Joe’s work is copyrighted, rather than licensed under a Creative Commons license, but you are free to join his site and download the lesson. I am not able to publish my altered version because I respect Joe’s wishes regarding the publication of his work.

One critical component of Joe’s work is that in the groups, students read the poem and do not go on until they understand what is being said. I think students might need to read with dictionaries in hand, and I will be able to facilitate as they discuss in groups, but putting more of the work on them and making them more active is a positive change. I’ll leave a comment here after the lesson and let you know how it went.

I have also recently come upon Dawn Hogue’s text for Hawthorne’s short story “Rappaccini’s Daughter” (PDF). Dawn has created a great text that invites students to annotate and think about the story. A lot of the fat literature anthologies don’t include this story, and I like it better than some of the more commonly anthologized stories, so I am grateful to Dawn for sharing.

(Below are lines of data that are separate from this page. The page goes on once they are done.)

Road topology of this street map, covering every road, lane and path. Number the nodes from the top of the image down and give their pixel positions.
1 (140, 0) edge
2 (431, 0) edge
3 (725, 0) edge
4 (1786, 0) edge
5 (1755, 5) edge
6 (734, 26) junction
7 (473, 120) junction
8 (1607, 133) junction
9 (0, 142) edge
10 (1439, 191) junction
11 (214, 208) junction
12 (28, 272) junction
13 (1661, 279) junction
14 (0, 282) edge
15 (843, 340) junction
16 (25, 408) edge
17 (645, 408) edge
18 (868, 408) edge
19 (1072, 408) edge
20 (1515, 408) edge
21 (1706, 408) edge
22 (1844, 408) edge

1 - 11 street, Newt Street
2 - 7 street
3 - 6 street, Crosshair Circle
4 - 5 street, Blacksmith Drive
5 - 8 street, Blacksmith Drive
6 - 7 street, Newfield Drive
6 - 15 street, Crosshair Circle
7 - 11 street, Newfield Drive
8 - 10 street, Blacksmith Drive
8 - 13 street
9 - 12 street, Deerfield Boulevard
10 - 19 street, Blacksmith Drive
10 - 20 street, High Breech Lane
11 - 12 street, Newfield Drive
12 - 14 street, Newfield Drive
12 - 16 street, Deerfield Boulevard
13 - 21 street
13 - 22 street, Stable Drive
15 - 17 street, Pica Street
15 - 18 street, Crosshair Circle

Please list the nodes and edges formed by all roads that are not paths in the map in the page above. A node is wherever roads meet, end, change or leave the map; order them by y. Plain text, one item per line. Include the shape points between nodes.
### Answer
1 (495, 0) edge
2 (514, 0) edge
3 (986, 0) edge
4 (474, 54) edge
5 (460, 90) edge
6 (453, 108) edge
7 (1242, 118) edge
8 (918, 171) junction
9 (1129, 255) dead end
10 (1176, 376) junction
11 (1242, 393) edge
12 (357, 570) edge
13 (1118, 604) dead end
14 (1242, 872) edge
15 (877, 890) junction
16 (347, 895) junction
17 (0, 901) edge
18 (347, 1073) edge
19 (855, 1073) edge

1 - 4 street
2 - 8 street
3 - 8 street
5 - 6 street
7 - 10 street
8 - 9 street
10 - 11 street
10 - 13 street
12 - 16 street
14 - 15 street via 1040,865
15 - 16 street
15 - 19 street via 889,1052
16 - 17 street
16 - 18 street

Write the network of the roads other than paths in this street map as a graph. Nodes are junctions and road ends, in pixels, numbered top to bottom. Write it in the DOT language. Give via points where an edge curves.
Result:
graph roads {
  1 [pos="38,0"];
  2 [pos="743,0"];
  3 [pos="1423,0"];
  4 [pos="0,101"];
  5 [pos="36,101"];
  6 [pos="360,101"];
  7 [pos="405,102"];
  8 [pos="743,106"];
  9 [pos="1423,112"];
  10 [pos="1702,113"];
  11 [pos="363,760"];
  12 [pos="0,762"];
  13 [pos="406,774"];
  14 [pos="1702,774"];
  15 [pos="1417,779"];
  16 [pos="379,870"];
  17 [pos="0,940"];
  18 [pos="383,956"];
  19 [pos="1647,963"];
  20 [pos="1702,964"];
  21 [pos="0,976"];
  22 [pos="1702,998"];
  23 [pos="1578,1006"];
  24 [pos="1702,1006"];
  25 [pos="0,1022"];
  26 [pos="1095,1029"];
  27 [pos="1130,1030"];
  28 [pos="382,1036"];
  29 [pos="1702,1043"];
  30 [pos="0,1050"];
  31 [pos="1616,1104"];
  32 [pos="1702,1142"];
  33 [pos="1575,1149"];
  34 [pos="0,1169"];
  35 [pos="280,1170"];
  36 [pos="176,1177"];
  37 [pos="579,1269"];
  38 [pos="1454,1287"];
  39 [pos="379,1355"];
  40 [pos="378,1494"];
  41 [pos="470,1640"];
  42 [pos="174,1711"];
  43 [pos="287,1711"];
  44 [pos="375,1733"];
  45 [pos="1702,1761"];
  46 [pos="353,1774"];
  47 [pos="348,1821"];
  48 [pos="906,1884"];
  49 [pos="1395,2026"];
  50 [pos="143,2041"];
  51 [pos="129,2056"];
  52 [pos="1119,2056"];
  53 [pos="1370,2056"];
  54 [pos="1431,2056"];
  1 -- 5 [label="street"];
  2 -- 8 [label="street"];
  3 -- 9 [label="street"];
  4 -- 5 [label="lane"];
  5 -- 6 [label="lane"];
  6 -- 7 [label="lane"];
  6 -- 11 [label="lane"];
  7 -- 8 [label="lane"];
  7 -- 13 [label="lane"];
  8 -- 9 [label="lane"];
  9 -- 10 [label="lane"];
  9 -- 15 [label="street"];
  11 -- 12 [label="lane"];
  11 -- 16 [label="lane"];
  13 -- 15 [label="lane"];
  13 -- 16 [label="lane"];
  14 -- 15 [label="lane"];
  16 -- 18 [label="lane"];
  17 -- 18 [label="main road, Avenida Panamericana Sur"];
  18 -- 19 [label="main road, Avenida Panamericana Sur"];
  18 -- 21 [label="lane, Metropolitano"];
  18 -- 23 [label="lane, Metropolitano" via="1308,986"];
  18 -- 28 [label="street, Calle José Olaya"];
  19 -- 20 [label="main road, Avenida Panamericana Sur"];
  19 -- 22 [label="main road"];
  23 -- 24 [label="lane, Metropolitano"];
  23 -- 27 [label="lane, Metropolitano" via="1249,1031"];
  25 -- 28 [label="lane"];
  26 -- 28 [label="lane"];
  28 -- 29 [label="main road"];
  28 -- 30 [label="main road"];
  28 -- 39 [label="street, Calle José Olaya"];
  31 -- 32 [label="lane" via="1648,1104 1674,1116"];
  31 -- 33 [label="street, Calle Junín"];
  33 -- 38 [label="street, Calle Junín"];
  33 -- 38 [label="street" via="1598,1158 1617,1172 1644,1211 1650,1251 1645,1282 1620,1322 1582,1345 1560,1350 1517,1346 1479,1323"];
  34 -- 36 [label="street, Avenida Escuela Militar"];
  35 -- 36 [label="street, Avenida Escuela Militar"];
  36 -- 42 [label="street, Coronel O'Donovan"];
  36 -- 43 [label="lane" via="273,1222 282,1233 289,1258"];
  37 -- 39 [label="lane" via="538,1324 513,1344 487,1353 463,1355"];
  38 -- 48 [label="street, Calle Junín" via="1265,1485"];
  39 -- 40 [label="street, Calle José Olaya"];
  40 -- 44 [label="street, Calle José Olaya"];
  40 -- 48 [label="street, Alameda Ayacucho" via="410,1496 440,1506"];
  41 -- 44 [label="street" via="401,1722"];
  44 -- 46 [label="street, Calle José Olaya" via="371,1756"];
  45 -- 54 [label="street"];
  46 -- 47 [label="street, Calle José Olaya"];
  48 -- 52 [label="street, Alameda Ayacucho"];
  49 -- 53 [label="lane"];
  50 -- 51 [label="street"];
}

I was also pleased to discover Romantic Circles as I prepare to teach Romanticism in British Lit. and Comp. Romantic circles has electronic texts, audio, literary criticism, and teaching ideas.

On an unrelated note, I discovered that my Diigo account wasn’t updating with a links post each Sunday, and I have fixed the problem. My Diigo links should now publish each Sunday for those of you who follow the RSS feed and don’t see them in the sidebar to the left.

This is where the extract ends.